- Map of Oklahoma highlighting counties served by the Kiamichi Economic Development District of Oklahoma
- Established: 1967
- Number of Counties: 7

Area
- • Total: 21,275.4 km^{2} (8,214.46 sq mi)

Population (2009 est.)
- • Total: 178,194

= Kiamichi Economic Development District of Oklahoma =

The Kiamichi Economic Development District of Oklahoma (KEDDO) is a voluntary association of cities, counties and special districts in Southeastern Oklahoma.

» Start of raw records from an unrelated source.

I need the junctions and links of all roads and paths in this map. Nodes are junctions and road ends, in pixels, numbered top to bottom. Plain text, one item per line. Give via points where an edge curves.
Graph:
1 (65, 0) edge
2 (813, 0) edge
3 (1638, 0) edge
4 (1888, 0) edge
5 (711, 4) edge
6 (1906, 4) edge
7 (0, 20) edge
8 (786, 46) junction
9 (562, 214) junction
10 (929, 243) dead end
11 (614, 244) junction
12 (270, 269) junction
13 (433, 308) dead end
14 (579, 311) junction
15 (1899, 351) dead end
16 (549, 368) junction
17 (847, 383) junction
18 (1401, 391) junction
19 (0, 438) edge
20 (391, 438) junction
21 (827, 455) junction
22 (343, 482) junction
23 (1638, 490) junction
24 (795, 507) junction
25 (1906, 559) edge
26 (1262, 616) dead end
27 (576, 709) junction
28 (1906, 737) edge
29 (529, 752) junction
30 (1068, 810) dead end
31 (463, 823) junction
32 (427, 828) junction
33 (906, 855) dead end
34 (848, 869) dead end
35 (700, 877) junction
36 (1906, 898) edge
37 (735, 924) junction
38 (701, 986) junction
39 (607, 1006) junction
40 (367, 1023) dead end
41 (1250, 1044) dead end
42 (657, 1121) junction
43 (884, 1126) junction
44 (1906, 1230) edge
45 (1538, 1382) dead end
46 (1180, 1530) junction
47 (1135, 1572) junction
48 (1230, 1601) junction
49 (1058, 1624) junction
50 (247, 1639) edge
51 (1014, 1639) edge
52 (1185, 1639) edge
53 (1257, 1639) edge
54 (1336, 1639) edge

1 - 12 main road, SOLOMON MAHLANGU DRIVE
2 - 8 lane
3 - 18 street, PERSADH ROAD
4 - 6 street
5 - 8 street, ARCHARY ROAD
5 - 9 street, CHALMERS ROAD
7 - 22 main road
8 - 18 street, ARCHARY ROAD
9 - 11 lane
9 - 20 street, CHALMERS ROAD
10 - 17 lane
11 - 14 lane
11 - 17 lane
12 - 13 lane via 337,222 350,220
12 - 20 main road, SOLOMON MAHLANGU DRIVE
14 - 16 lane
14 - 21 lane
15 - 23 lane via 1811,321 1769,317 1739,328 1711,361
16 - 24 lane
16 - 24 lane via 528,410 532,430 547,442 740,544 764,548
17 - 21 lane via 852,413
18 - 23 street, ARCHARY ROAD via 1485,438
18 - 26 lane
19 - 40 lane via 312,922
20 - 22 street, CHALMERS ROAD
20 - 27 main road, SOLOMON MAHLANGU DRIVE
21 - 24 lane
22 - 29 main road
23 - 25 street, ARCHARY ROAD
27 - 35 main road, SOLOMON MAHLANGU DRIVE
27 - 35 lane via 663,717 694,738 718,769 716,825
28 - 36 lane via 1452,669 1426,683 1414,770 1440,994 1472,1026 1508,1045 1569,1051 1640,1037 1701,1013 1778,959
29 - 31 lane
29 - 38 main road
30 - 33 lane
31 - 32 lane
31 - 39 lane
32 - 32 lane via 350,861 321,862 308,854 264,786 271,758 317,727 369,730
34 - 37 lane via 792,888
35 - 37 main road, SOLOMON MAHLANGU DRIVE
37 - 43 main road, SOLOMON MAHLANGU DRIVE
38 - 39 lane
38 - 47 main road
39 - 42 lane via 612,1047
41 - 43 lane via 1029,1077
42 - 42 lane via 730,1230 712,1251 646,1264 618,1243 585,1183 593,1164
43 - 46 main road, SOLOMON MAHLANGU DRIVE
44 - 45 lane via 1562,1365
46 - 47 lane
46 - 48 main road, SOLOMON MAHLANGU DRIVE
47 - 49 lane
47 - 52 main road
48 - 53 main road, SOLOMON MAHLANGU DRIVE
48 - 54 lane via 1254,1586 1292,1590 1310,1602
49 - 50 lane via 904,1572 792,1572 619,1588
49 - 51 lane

Based in Wilburton, the Kiamichi Economic Development District of Oklahoma is a member of the Oklahoma Association of Regional Councils (OARC).

==Counties served==
- Choctaw
- Haskell
- Latimer
- Le Flore
- McCurtain
- Pittsburg
- Pushmataha

==Largest cities in the region==

| City | Population (2008 est.) |
|---|---|
| McAlester | 18,388 |
| Poteau | 8,258 |
| Idabel | 6,851 |
| Hugo | 5,390 |
| Pocola | 4,464 |
| Broken Bow | 4,146 |

==Demographics==
As of the census of 2000, there were 175,957 people, 67,896 households, and 48,946 families residing within the region. The racial makeup of the region was 75.87% White, 4.54% African American, 13.20% Native American, 0.22% Asian, 0.03% Pacific Islander, 0.97% from other races, and 5.17% from two or more races. Hispanic or Latino of any race were 2.63% of the population.

The median income for a household in the region was $24,786, and the median income for a family was $30,485. The per capita income for the region was $13,529.